This plugin runs all of your audio code in a separate "background" isolate that will survive the destruction of the main isolate that runs your Flutter UI. This allows your audio code to continue playing even when the UI is gone, or even destroyed and reclaimed from memory. Throughout this document, the code that runs in the main isolate will be referred to as your UI, and the code that runs in the background isolate will be referred to as the background audio task.

Since isolates do not share memory, your UI and background audio task will communicate via message passing. A number of standard messages are defined for communicating from the UI to the background audio task, and these are defined as static methods in the AudioService class. They include:

• start
• play
• pause
• skipToNext
• skipToPrevious
• stop

The start and stop methods are special in that they also set up and tear down the background isolate.

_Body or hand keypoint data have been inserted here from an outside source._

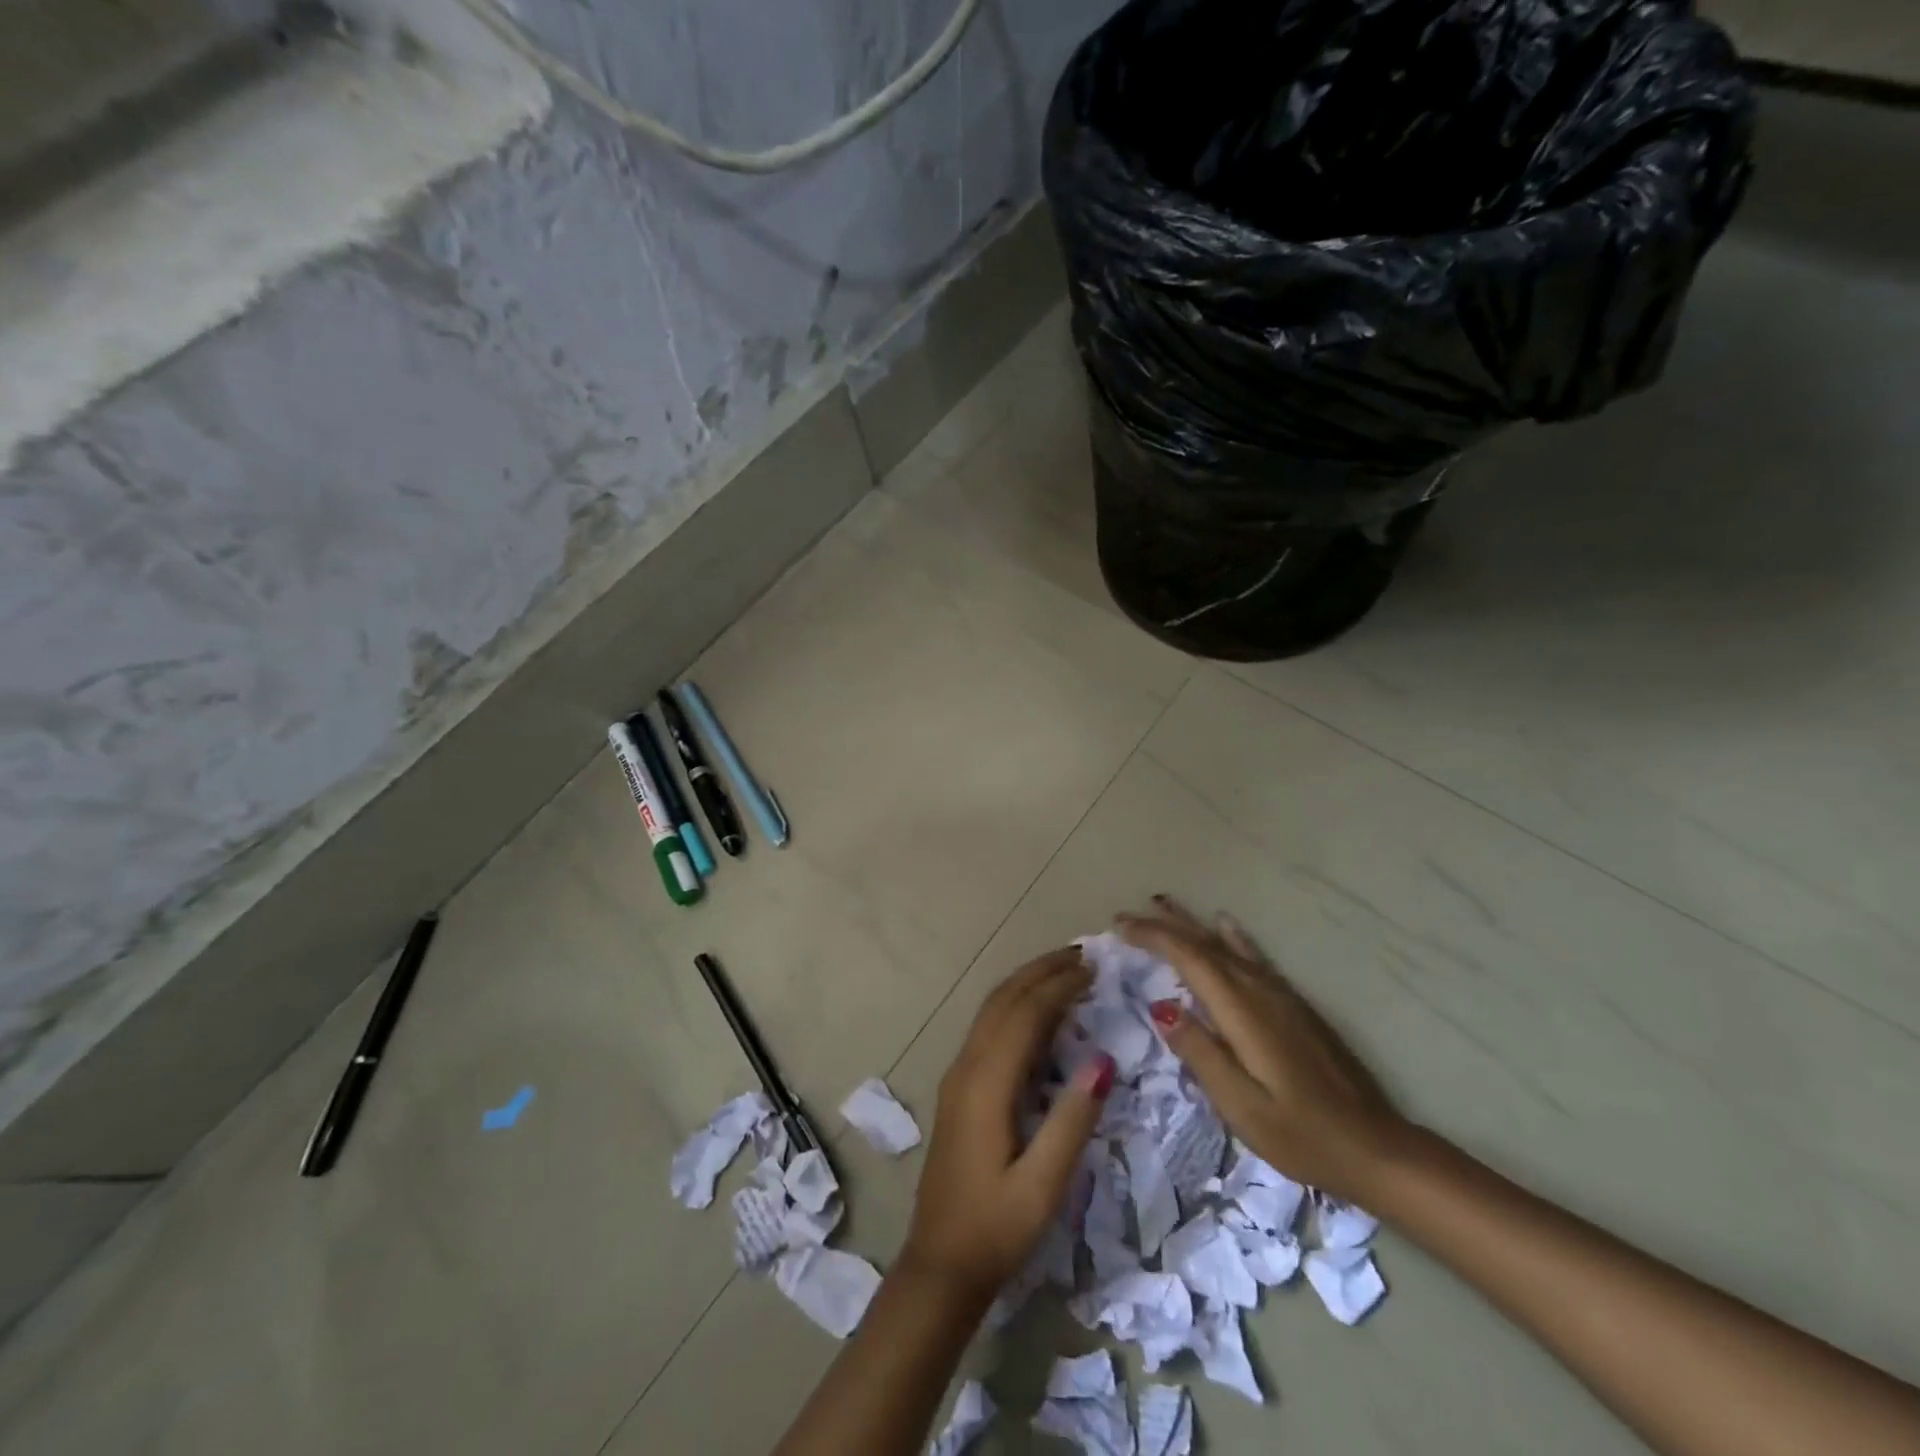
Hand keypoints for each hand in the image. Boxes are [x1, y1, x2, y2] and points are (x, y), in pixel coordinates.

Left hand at [900, 947, 1114, 1303]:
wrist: (940, 1263)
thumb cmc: (996, 1228)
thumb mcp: (1043, 1185)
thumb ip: (1072, 1121)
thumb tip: (1103, 1059)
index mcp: (985, 1084)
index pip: (1024, 1015)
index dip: (1058, 986)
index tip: (1093, 968)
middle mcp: (967, 1067)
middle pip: (1003, 1000)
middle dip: (1040, 971)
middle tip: (1082, 955)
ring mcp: (958, 1075)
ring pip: (991, 1010)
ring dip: (1026, 984)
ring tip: (1064, 971)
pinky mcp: (959, 1088)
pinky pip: (988, 1029)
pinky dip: (1015, 1007)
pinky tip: (1039, 1014)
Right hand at [1119, 896, 1408, 1203]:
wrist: (1374, 1146)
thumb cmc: (1301, 1133)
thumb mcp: (1241, 1105)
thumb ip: (1201, 1053)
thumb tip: (1161, 1008)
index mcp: (1242, 1011)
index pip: (1189, 957)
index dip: (1152, 936)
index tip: (1119, 926)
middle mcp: (1260, 990)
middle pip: (1206, 944)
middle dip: (1165, 925)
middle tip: (1128, 914)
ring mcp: (1280, 994)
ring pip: (1227, 945)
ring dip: (1192, 924)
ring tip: (1164, 905)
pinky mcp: (1294, 1004)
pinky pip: (1252, 956)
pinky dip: (1230, 936)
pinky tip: (1225, 925)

Messages are received and handled by your background audio task by defining a subclass of BackgroundAudioTask and overriding corresponding callback methods:

• onStart
• onPlay
• onPause
• onSkipToNext
• onSkipToPrevious
• onStop

You need only override the particular callbacks that are useful in your app. There are additional standard messages, but if you need to send a message that is not among the predefined standard messages, you can use customAction/onCustomAction. None of these callbacks do anything by default, and it is entirely up to your app what code you want to execute in onPlay, onPause, onSkipToNext, and so on. This is where you actually write your code to play audio, or pause audio, or skip between different items.

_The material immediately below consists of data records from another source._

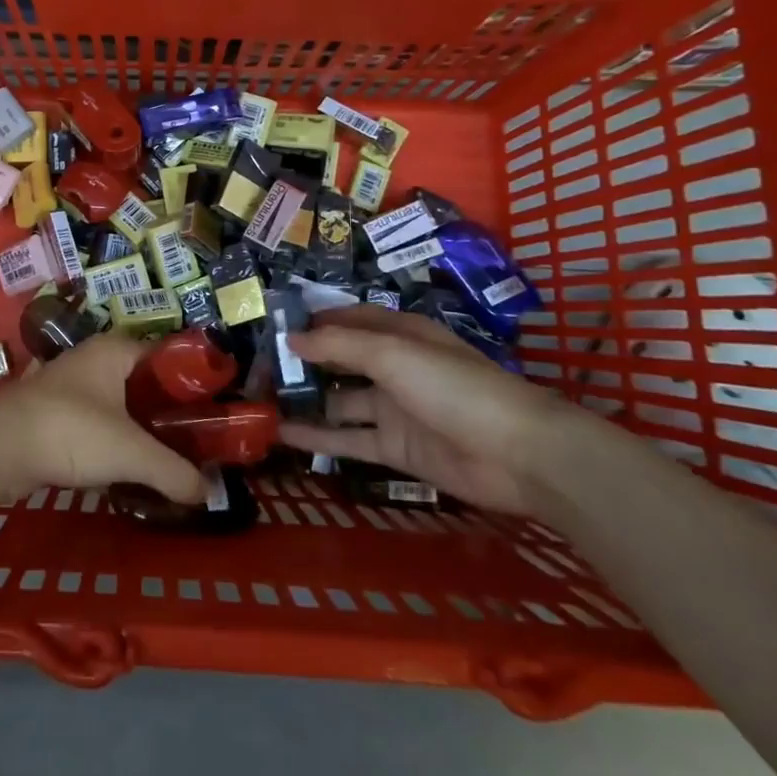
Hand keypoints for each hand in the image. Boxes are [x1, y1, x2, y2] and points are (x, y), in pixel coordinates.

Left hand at [0, 335, 203, 505]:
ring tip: (167, 459)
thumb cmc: (70, 431)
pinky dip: (111, 442)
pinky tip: (126, 467)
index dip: (191, 383)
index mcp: (114, 350)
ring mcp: (67, 386)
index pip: (165, 356)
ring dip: (137, 429)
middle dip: (165, 412)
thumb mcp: (131, 452)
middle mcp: (91, 359)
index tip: (213, 413)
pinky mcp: (50, 414)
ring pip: (116, 405)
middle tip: (195, 443)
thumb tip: (208, 494)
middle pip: (142, 383)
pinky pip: (94, 424)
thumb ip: (173, 472)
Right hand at [282, 306, 593, 514]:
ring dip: (306, 400)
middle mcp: (393, 367)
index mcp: (398, 333)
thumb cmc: (454, 387)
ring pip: (339, 401)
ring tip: (261, 401)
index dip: (311, 320)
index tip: (271, 325)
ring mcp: (394, 409)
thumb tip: (291, 338)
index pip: (346, 320)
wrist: (518, 455)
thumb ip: (338, 346)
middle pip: (339, 360)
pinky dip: (317, 437)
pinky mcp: (396, 448)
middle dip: (302, 362)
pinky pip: (348, 439)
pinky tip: (282, 434)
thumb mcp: (392, 354)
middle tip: (258, 367)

Conversely, there are also a number of standard messages for communicating from the background audio task to the UI, and these are defined as static methods in the AudioServiceBackground class. They include:

• setState
• setQueue
• setMediaItem

Your background audio task should call setState to send a message to the UI whenever it changes audio playback states. The overall playback state is a collection of different states including whether or not audio is playing, whether or not audio is buffering, the playback position, the current playback speed and others. When your UI receives this message, it should update the UI to reflect the new state. Your background audio task should call setQueue to send a message to the UI whenever the queue (aka "playlist") changes, so that the UI can update its display (if you have one), and you should call setMediaItem to send a message to the UI whenever the currently playing item changes so that the UI can display this updated information.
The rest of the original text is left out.